Worcester has a quirky history full of rebels-- from Isaiah Thomas, who took his printing press and exited Boston ahead of the Tories (the Declaration of Independence was first read in public on our courthouse steps) to Abbie Hoffman who grew up in one of Worcester’s three-deckers (they were built for the families of the factory workers.)

We still have Coney Island Hotdogs with its famous neon sign, and the Boulevard Diner where Madonna ate spaghetti after a concert at the Centrum, Table Talk Pies and Sir Morgan’s Cove (now Lucky Dog, I think) where the Rolling Stones in 1981 gave an impromptu free concert. Worcester boasts seven colleges and universities including Holy Cross, WPI and Clark (where, in 1909 Freud gave his only American lectures.)

Luminaries who came from Worcester are a motley bunch including S. N. Berman, Emma Goldman, Stanley Kunitz, Elizabeth Bishop, Dennis Leary and Marcia Cross--the red-headed desperate housewife. Also the Coors twins, Diane and Elaine Klimaszewski.

Worcester is especially proud of its “famous firsts”, including barbed wire, shredded wheat, the monkey wrench, the first commercial Valentines, the birth control pill, the first perfect game in major league baseball and, most famous of all, the ubiquitous yellow Smiley Face icon.

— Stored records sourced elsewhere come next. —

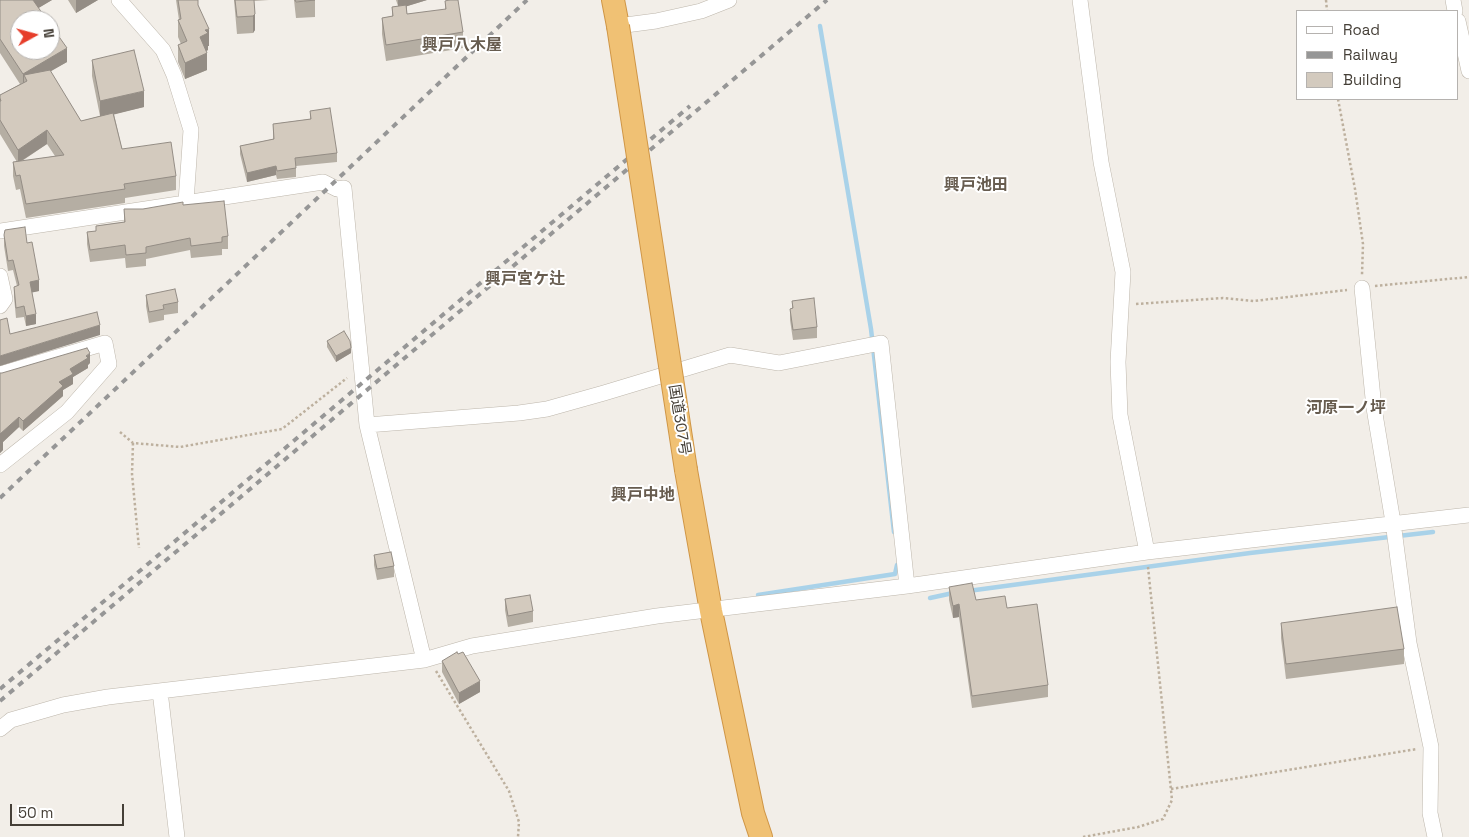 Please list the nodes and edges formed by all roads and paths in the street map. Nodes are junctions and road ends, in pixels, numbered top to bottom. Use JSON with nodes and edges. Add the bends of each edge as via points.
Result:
{"nodes":[{"id":1,"x":120,"y":0,"type":"edge"},
{"id":2,"x":614,"y":0,"type":"edge"},
{"id":3,"x":729,"y":0,"type":"edge"},
{"id":4,"x":1080,"y":0,"type":"edge"},
{"id":5,"x":618,"y":26,"type":"junction"},
{"id":6,"x":1459,"y":26,"type":"edge"},
{"id":7,"x":1469,"y":71,"type":"edge"},
{"id":8,"x":1338,"y":100,"type":"edge"},
{"id":9,"x":186,"y":202,"type":"junction"},
{"id":10,"x":0,"y":231,"type":"edge"},
{"id":11,"x":0,"y":276,"type":"edge"},
{"id":12,"x":1469,"y":277,"type":"edge"},
{"id":13,"x":1362,"y":288,"type":"junction"},
{"id":14,"x":1123,"y":302,"type":"junction"},
{"id":15,"x":0,"y":306,"type":"edge"},
{"id":16,"x":360,"y":367,"type":"junction"},
{"id":17,"x":0,"y":374,"type":"edge"},
{"id":18,"x":367,"y":425,"type":"junction"},
{"id":19,"x":120,"y":432,"type":"dead end"},
{"id":20,"x":133,"y":443,"type":"junction"},
{"id":21,"x":0,"y":465,"type":"edge"},
{"id":22,"x":1469,"y":515,"type":"edge"},
{"id":23,"x":1393,"y":522,"type":"junction"},
{"id":24,"x":138,"y":548,"type":"dead end"},
{"id":25,"x":1146,"y":552,"type":"junction"},
{"id":26,"x":907,"y":586,"type":"junction"},
{"id":27,"x":712,"y":611,"type":"junction"},
{"id":28,"x":428,"y":659,"type":"junction"},
{"id":29,"x":160,"y":691,"type":"junction"},
{"id":30,"x":0,"y":729,"type":"edge"},
{"id":31,"x":1430,"y":747,"type":"junction"},
{"id":32,"x":1171,"y":788,"type":"junction"},
{"id":33,"x":178,"y":837,"type":"edge"},
{"id":34,"x":518,"y":837,"type":"edge"},
{"id":35,"x":761,"y":837,"type":"edge"},
{"id":36,"x":1082,"y":837,"type":"edge"},
{"id":37,"x":1435,"y":837,"type":"edge"}],
"edges":[{"from":1,"to":9,"type":"street","via":[[164,50],[174,75],[191,130]]},
{"from":2,"to":5,"type":"highway","name":"国道307号"},
{"from":3,"to":5,"type":"street","via":[[702,11]]},
{"from":4,"to":14,"type":"street","via":[[1101,162],[1123,272]]},
{"from":5,"to":27,"type":"highway","name":"国道307号","bridge":true,"via":[[686,470]]},
{"from":6,"to":7,"type":"street"},
{"from":8,"to":13,"type":"path","via":[[1363,244]]},
{"from":9,"to":10,"type":"street"},
{"from":9,"to":16,"type":"street","via":[[323,182],[337,189],[344,188]]},
{"from":11,"to":15,"type":"street","via":[[5,299]]},
{"from":12,"to":13,"type":"path"},
{"from":13,"to":14,"type":"path","via":[[1254,301],[1223,298]]},
{"from":13,"to":23,"type":"street","via":[[1374,408]]},
{"from":14,"to":25,"type":"street","via":[[1118,362],[1120,415]]},
{"from":16,"to":18,"type":"street"},
{"from":16,"to":20,"type":"path","via":[[282,429],[180,447]]},
{"from":17,"to":21,"type":"street","via":[[105,342],[109,364],[67,412]]},
{"from":18,"to":26,"type":"street","via":[[520,414],[604,393],[730,355],[779,363],[881,343]]},
{"from":18,"to":28,"type":"street"},
{"from":19,"to":20,"type":"path"},
{"from":20,"to":24,"type":"path"},
{"from":22,"to":23,"type":"street"},
{"from":23,"to":25,"type":"street"},
{"from":23,"to":31,"type":"street","via":[[1409,643]]},
{"from":25,"to":26,"type":"street"},
{"from":25,"to":32,"type":"path"},
{"from":26,"to":27,"type":"street"},
{"from":27,"to":28,"type":"street","via":[[657,616],[472,646]]},
{"from":27,"to":35,"type":"highway","name":"国道307号","via":[[753,813]]},
{"from":28,"to":29,"type":"street"},
{"from":28,"to":34,"type":"path","via":[[509,791],[519,822]]},
{"from":29,"to":30,"type":"street","via":[[63,705],[12,720]]},
{"from":29,"to":33,"type":"street"},
{"from":31,"to":32,"type":"path"},
{"from":31,"to":37,"type":"street","via":[[1430,814]]},
{"from":32,"to":36,"type":"path","via":[[1172,800],[1163,819]]}]} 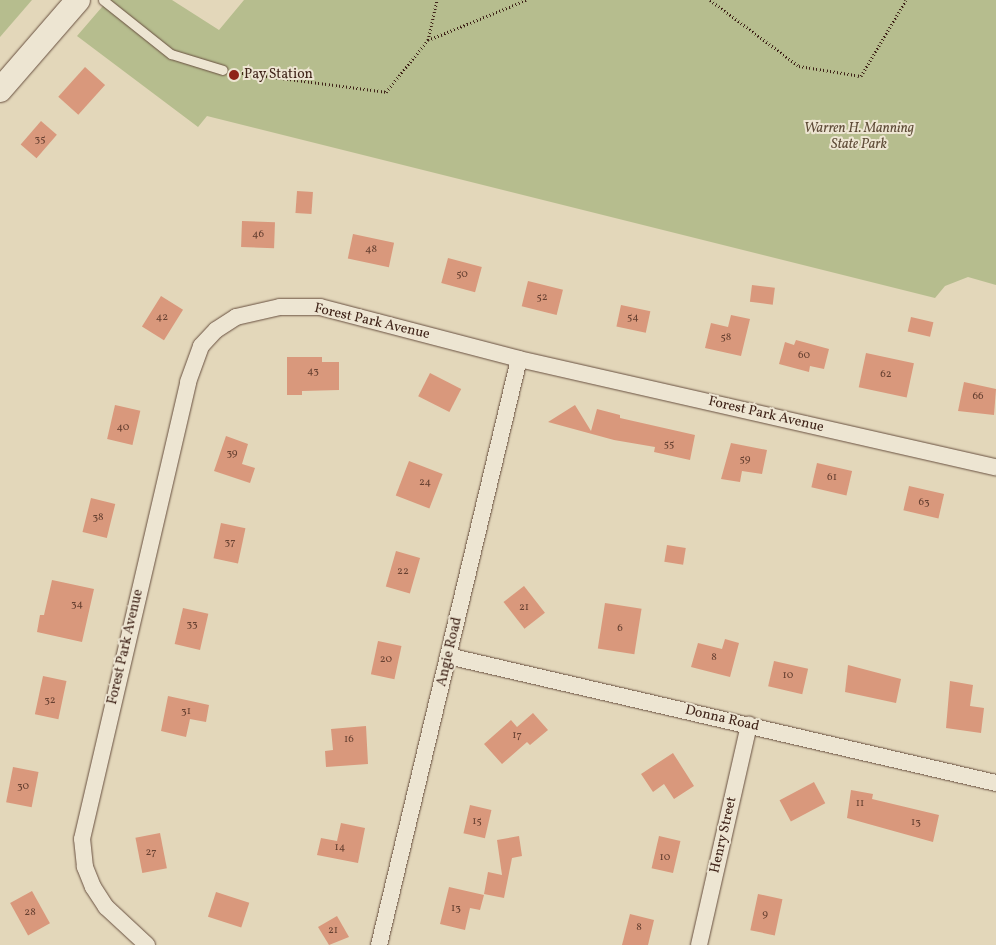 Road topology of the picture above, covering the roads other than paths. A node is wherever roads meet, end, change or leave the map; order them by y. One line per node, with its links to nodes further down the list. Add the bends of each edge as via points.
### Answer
1 (78, 0): 4 (main road)
2 (103, 0): 3 (lane, via 171,54)
3 (223, 70)
4 (0, 90)
5 (519, 359): 6 (street, Forest Park Avenue); 7 (street, Angie Road); 10 (street, Forest Park Avenue, via 320,307 280,307 236,317 216,330 201,346 188,382 82,839 85,867 93,887 106,907)
6 (996, 467)
7 (448, 656): 8 (street, Donna Road); 11 (street, Angie Road)
8 (749, 726): 9 (street, Donna Road); 12 (street, Henry Street)
9 (996, 783)
10 (147, 945)
11 (379, 945)
12 (700, 945) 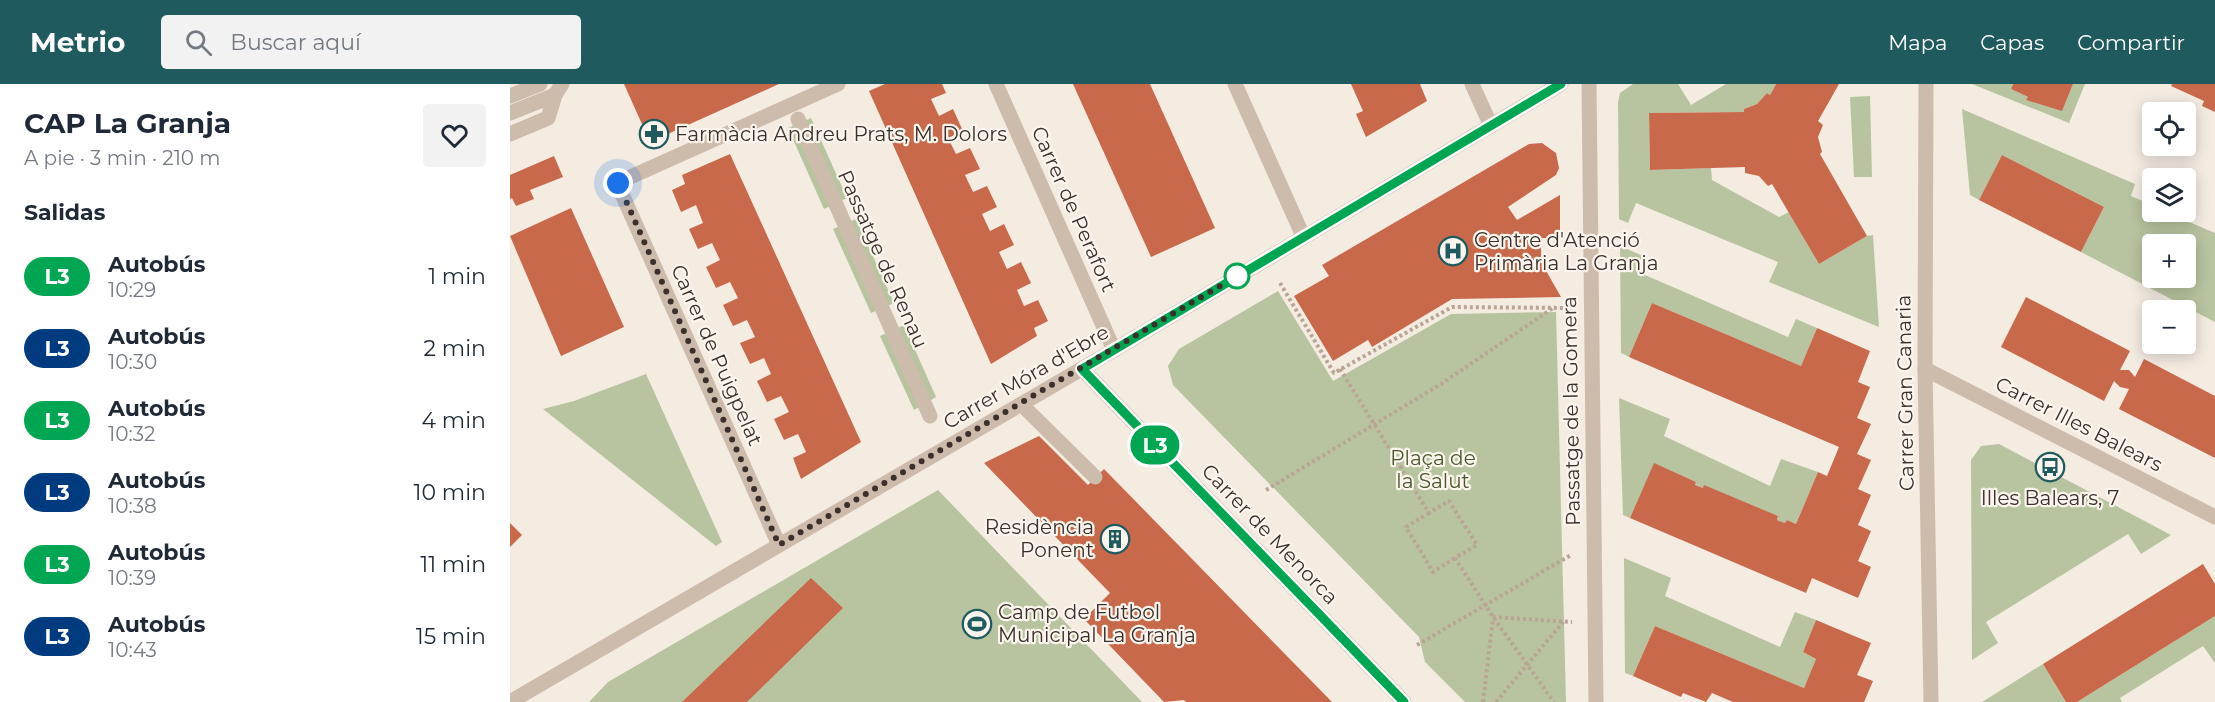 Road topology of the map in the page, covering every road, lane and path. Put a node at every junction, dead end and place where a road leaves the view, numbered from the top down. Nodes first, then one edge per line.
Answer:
1 (540, 84) edge
2 (838, 84) edge
3 (996, 84) edge
4 (1235, 84) edge
5 (1473, 84) edge
6 (1561, 84) edge
7 (1588, 84) edge
8 (1926, 84) edge
9 (558, 90) edge
10 (510, 96) edge
11 (510, 113) edge
12 (798, 119) dead end
13 (1491, 126) junction
14 (510, 134) edge
15 (1303, 236) junction
16 (1280, 283) dead end
17 (1553, 308) junction
18 (1570, 308) dead end
19 (1114, 350) junction
20 (1082, 369) junction
21 (1340, 369) junction
22 (1925, 369) junction
23 (1021, 404) junction
24 (930, 416) dead end
25 (1374, 424) junction
26 (1095, 477) dead end
27 (1266, 490) dead end
28 (1429, 513) junction
29 (2215, 516) edge
30 (779, 545) junction
31 (1570, 555) dead end
32 (1455, 558) junction
33 (1486, 605) junction
34 (1493, 617) junction
35 (1563, 622) junction
36 (1572, 622) dead end
37 (1417, 645) dead end
38 (1527, 665) junction
39 (510, 702) edge
40 (1404, 702) edge
41 (1484, 702) edge
42 (1496, 702) edge
43 (1554, 702) edge
44 (1596, 702) edge
45 (1931, 702) edge

1 - 10 street
2 - 30 street, Carrer de Puigpelat
3 - 19 street, Carrer de Perafort
4 - 15 street
5 - 13 street
6 - 13 street, Carrer Móra d'Ebre
7 - 44 street, Passatge de la Gomera
8 - 22 street, Carrer Gran Canaria
9 - 11 street
9 - 14 street
12 - 24 street, Passatge de Renau
13 - 15 street, Carrer Móra d'Ebre
15 - 19 street, Carrer Móra d'Ebre
16 - 21 path
17 - 18 path
17 - 21 path
17 - 25 path
19 - 20 street, Carrer Móra d'Ebre
20 - 23 street, Carrer Móra d'Ebre
20 - 40 street, Carrer de Menorca
21 - 25 path
22 - 29 street, Carrer Illes Balears
22 - 45 street, Carrer Gran Canaria
23 - 26 street
23 - 30 street, Carrer Móra d'Ebre
25 - 27 path
25 - 28 path
28 - 32 path
28 - 32 path
30 - 39 street, Carrer Móra d'Ebre
31 - 33 path
32 - 33 path
33 - 34 path
33 - 37 path
34 - 35 path
34 - 38 path
34 - 41 path
35 - 36 path
35 - 38 path
38 - 42 path
38 - 43 path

In Worcester, the perennial sign of summer, as sure as the fireworks and concert in Christopher Colombo Park on the Fourth, is the arrival of the gigantic figure of Buster the Crab, lying on the roof and hanging over the Sole Proprietor Restaurant on Highland Street.

My husband and I ate there last week. There was a special menu of crab dishes, in addition to the regular Sole offerings. From the menu, I learned the following fascinating facts: This is Buster’s 17th year at the Sole Proprietor. Buster is the world’s largest inflatable crustacean. It takes 45,000 cubic feet of air to inflate him. He has a 75-foot claw spam. Buster could feed 200,000 people if he were real. That would require 35,116 pounds of butter and 45,447 lemons.

The crab dishes on the special menu ranged from fried tomato and crab Napoleon with smoky tomato dressing , Spyder Maki with soft-shelled crab, masago, cucumber and asparagus, to crab, mango and pickled cucumber cocktail and Crabmeat Casserole au gratin. I had crab and shrimp salad, which included avocado and tomatoes and sweet lemon herb vinaigrette. My husband had the soft-shelled crabs (sautéed, not fried). It was delicious. On the way out, I even wangled a copy of the Buster the Crab coloring book, usually meant only for kids. When we left, the wind was blowing and Buster’s giant claws waved good-bye.